━━━ Records to process ━━━
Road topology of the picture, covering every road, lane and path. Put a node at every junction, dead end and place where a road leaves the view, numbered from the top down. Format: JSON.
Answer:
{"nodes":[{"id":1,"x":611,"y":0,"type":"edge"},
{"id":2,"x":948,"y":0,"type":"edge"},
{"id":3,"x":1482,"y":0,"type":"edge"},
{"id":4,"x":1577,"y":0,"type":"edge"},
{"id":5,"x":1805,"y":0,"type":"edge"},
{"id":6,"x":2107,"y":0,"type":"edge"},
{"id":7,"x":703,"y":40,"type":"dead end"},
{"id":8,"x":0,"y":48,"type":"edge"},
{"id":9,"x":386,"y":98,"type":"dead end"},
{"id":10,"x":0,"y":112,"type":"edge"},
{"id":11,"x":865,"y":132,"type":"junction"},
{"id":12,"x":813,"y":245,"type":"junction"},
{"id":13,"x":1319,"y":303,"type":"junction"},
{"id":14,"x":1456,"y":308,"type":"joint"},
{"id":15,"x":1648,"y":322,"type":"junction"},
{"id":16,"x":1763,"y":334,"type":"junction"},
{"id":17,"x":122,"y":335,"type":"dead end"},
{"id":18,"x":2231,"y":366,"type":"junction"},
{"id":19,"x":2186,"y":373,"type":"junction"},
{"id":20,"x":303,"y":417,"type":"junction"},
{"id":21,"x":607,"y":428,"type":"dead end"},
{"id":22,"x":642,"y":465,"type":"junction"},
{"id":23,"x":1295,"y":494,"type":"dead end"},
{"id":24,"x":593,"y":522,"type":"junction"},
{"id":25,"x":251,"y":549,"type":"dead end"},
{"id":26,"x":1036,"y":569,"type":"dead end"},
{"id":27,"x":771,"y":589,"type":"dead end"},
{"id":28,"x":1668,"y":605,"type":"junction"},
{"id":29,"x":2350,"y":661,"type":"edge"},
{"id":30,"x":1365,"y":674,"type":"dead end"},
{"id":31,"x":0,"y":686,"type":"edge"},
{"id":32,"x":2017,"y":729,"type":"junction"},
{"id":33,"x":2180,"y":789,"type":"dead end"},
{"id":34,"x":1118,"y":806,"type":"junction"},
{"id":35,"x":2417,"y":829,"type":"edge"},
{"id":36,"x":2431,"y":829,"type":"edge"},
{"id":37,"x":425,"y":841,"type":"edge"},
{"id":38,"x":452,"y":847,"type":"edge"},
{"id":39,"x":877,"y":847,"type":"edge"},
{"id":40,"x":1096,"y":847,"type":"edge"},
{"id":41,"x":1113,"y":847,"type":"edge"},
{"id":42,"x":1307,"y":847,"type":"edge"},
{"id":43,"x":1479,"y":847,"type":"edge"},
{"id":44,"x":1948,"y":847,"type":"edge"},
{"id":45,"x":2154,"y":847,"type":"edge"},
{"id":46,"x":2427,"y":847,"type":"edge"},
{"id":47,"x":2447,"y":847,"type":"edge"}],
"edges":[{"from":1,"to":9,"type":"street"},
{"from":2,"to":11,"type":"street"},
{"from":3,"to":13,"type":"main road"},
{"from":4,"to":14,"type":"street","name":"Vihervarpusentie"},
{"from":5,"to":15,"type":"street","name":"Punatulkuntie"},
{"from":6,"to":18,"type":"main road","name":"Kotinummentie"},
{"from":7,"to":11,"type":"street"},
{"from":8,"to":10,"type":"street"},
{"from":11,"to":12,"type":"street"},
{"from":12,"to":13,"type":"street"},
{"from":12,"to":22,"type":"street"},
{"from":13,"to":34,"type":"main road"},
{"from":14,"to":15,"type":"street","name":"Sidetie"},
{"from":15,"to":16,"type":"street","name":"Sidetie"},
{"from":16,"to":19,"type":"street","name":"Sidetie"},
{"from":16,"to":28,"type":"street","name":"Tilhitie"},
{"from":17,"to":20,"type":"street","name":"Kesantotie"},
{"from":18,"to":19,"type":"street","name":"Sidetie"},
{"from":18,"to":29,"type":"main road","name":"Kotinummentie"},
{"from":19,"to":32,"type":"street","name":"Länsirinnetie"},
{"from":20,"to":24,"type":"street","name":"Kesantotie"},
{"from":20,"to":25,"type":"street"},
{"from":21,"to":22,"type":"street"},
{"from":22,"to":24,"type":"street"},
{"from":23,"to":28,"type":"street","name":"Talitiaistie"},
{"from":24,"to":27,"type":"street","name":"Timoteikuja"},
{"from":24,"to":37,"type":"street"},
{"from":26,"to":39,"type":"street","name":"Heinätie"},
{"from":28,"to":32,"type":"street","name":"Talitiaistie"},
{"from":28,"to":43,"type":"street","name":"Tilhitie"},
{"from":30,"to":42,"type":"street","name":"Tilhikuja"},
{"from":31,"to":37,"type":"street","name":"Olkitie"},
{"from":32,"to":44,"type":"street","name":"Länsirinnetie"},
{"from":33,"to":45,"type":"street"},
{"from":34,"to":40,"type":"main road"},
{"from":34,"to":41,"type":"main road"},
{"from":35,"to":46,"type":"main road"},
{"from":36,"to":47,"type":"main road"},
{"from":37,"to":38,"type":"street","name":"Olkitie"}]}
━━━
Using the records above, copy all lines that include the word "Sidetie".

[Written solution]
{"from":14,"to":15,"type":"street","name":"Sidetie"},
{"from":15,"to":16,"type":"street","name":"Sidetie"},
{"from":16,"to":19,"type":"street","name":"Sidetie"},
{"from":18,"to":19,"type":"street","name":"Sidetie"},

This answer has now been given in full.